Note the various betrayals people refer to – the Irish cultural centre’s horror at finding the council had not signed an agreement to extend the lease on the Irish centre and so on. Note also the nature of the vote at the end of the meeting – the cabinet simply stood up, broke for recess and agreed the decision. There wasn’t even a show of hands.
More “Tough Shit, Scrubbers” from Hammersmith Town Hall this week, as that borough’s appalling cabinet ignored pleas from locals to delay a decision to sell much-loved local community buildings.
Locals (thousands of them, if their petitions are anything to go by) wanted the council to give or extend leases on the Sands End community centre, the popular Irish centre and the Shepherd’s Bush village hall. Several hundred turned up at a cabinet meeting to make that point (rowdily) in person. Lease extensions would give community groups the chance to fundraise and buy the buildings for community use – à la the Big Society, one would have thought. Certainly, that is what locals thought: statements like “the government is talking of the Big Society – well, we ARE the Big Society,” went down a storm all night.

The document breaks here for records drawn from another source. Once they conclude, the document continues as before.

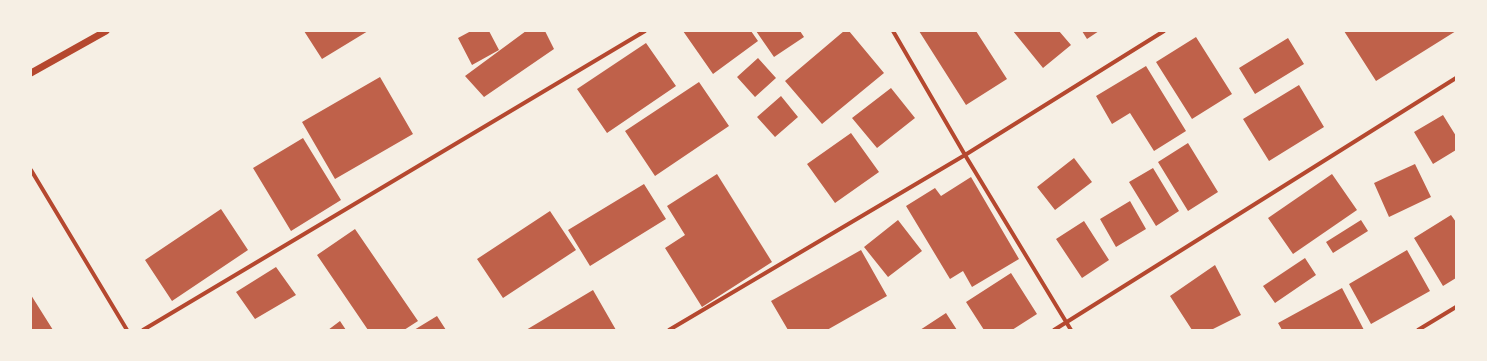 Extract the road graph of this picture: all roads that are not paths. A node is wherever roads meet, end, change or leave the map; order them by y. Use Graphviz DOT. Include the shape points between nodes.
graph roads {
  1 [pos="106,31"];
  2 [pos="645,31"];
  3 [pos="893,31"];
  4 [pos="1164,31"];
  5 [pos="31,74"];
  6 [pos="1456,78"];
  7 [pos="965,155"];
  8 [pos="31,170"];
  9 [pos="1456,307"];
  10 [pos="1066,322"];
  11 [pos="128,330"];
  12 [pos="143,330"];
  13 [pos="669,330"];
  14 [pos="1054,330"];
  15 [pos="1071,330"];
  16 [pos="1418,330"];
  1 -- 5 [label="street"];
  2 -- 12 [label="street"];
  3 -- 7 [label="street"];
  4 -- 7 [label="street"];
  6 -- 10 [label="street"];
  7 -- 10 [label="street"];
  7 -- 13 [label="street"];
  8 -- 11 [label="street"];
  9 -- 16 [label="street"];
  10 -- 14 [label="street"];
  10 -- 15 [label="street"];
}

People also wanted the brakes put on a decision to throw 20 or so community groups out of King Street’s Palingswick House and move Toby Young’s proposed West London free school in. Some are bigger than others in Big Society.
The cabinet gave people a hearing, even though the decision to ignore them had clearly been made. Let us walk you through the charade.
We heard a passionate speech from West London school of dance director Anna du Boisson, who paid tribute to the many groups that use the Shepherd’s Bush village hall: church groups, karate, yoga and tai chi organisations, tea-dance groups and exercise classes – “all have a good, loyal membership,’ du Boisson said.
Her dance school (now 25 years old) has 750 children on its books and an admirably egalitarian take on entry criteria: the school offers “a scholarship programme [which] means that nobody is turned away on the basis of the inability to pay fees.” (The school is run and funded by a charity). There is literally nowhere else with the space and wooden floors (for dance) in the borough – with the possible (and ironic) exception, as du Boisson pointed out, of the very room we were sitting in at the Town Hall.
“We would like the opportunity to raise the funds to buy [the village hall],” du Boisson pleaded. “The government is talking of the Big Society. Well, we are the Big Society and selling this hall runs exactly counter to the letter of their objectives. Grant us the lease and we’ll do the rest. Give us the chance to buy it.”